— Work item —
Write the entries out exactly. Any images they hold stay out of the copy.

Stored items
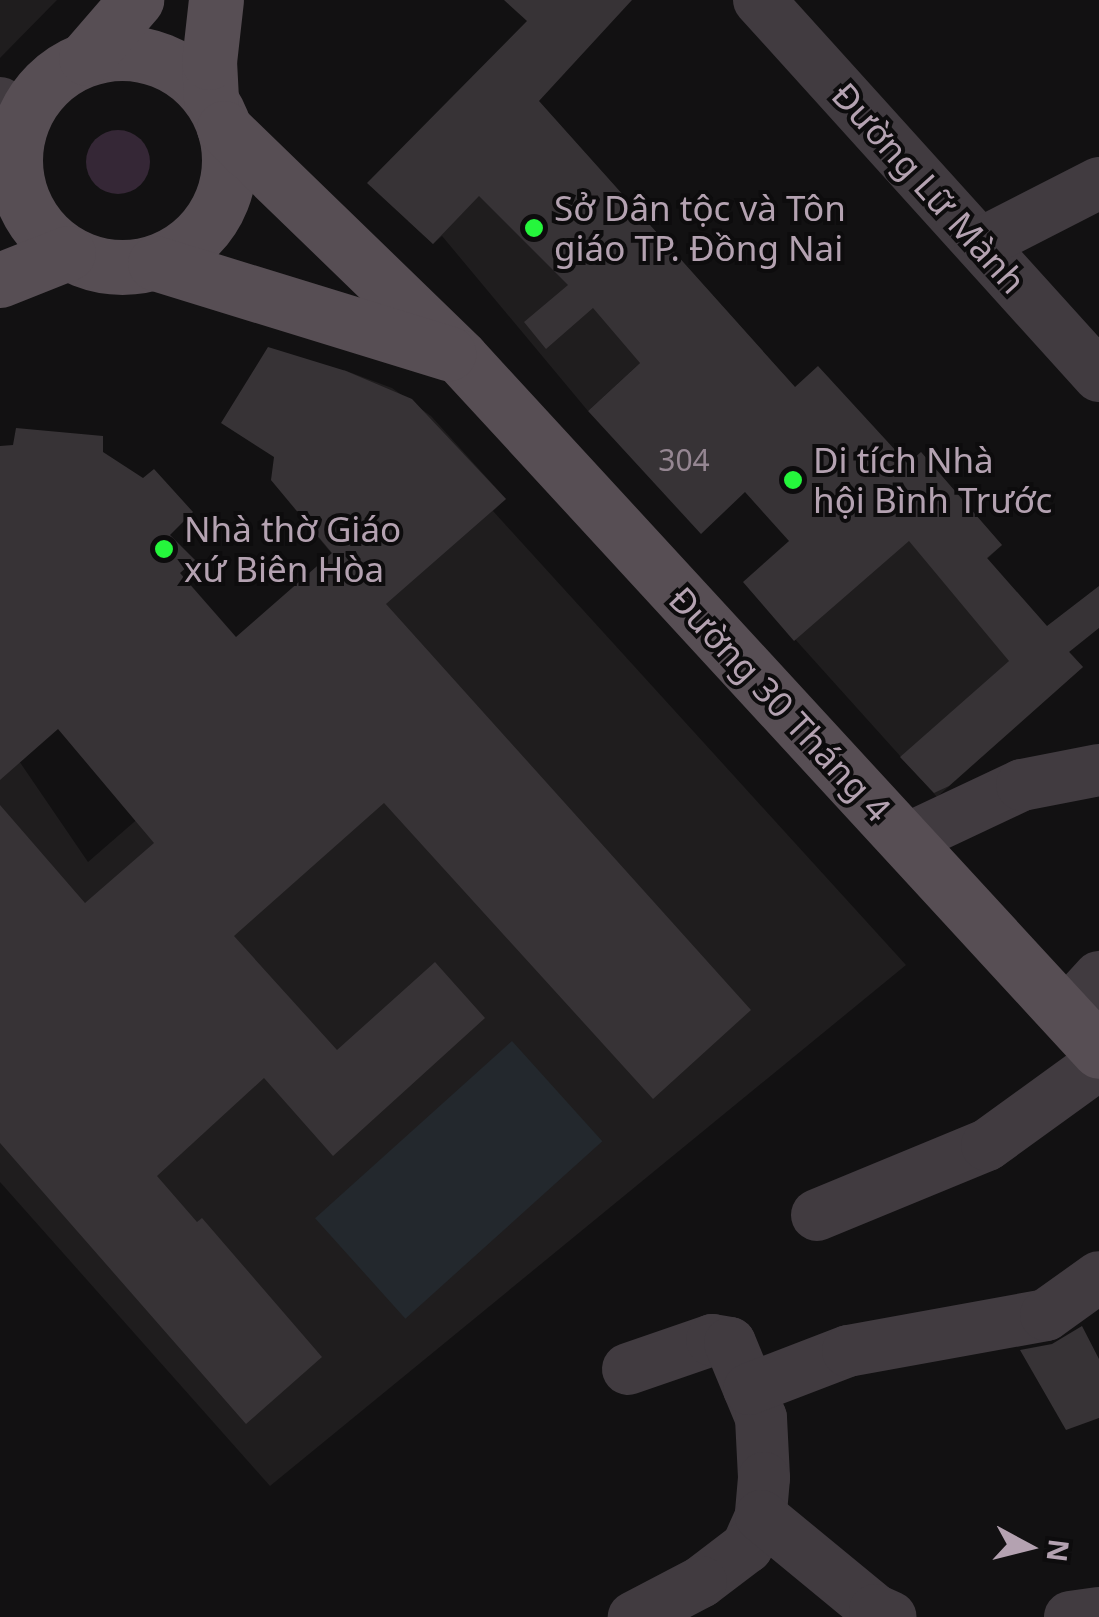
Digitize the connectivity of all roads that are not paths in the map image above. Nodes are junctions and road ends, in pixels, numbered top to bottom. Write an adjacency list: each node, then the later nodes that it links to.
1 (136, 0): 4 (main road)
2 (216, 0): 5 (main road)
3 (759, 0): 8 (street, Đường Lữ Mành)
4 (86, 58): 5 (main road); 6 (main road)
5 (218, 113): 10 (main road); 12 (main road, Đường 30 Tháng 4)
6 (9, 130): 9 (main road)
7 (1099, 183): 8 (street)
8 (980, 244): 13 (street, Đường Lữ Mành)
9 (68, 253): 10 (main road); 11 (main road)
10 (155, 262): 12 (main road, Đường 30 Tháng 4)
11 (0, 280)
12 (460, 358): 15 (main road, Đường 30 Tháng 4)
13 (1099, 376)
14 (1099, 770): 15 (street)
15 (905, 840): 16 (main road, Đường 30 Tháng 4)
16 (1092, 1030): 17 (street)
17 (817, 1215)
18 (1099, 1277): 20 (street)
19 (628, 1368): 20 (street)
20 (749, 1389): 21 (street)
21 (761, 1516): 23 (street); 24 (street)
22 (1099, 1614): 25 (street)
23 (634, 1617)
24 (891, 1617)
25 (1070, 1617)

— Exercise output —
Digitize the connectivity of all roads that are not paths in the map image above. Nodes are junctions and road ends, in pixels, numbered top to bottom. Write an adjacency list: each node, then the later nodes that it links to.
1 (136, 0): 4 (main road)
2 (216, 0): 5 (main road)
3 (759, 0): 8 (street, Đường Lữ Mành)
4 (86, 58): 5 (main road); 6 (main road)
5 (218, 113): 10 (main road); 12 (main road, Đường 30 Tháng 4)
6 (9, 130): 9 (main road)
7 (1099, 183): 8 (street)
8 (980, 244): 13 (street, Đường Lữ Mành)
9 (68, 253): 10 (main road); 11 (main road)
10 (155, 262): 12 (main road, Đường 30 Tháng 4)
11 (0, 280)
12 (460, 358): 15 (main road, Đường 30 Tháng 4)
13 (1099, 376)
14 (1099, 770): 15 (street)
15 (905, 840): 16 (main road, Đường 30 Tháng 4)
16 (1092, 1030): 17 (street)
17 (817, 1215)
18 (1099, 1277): 20 (street)
19 (628, 1368): 20 (street)
20 (749, 1389): 21 (street)
21 (761, 1516): 23 (street); 24 (street)
22 (1099, 1614): 25 (street)
23 (634, 1617)
24 (891, 1617)
25 (1070, 1617)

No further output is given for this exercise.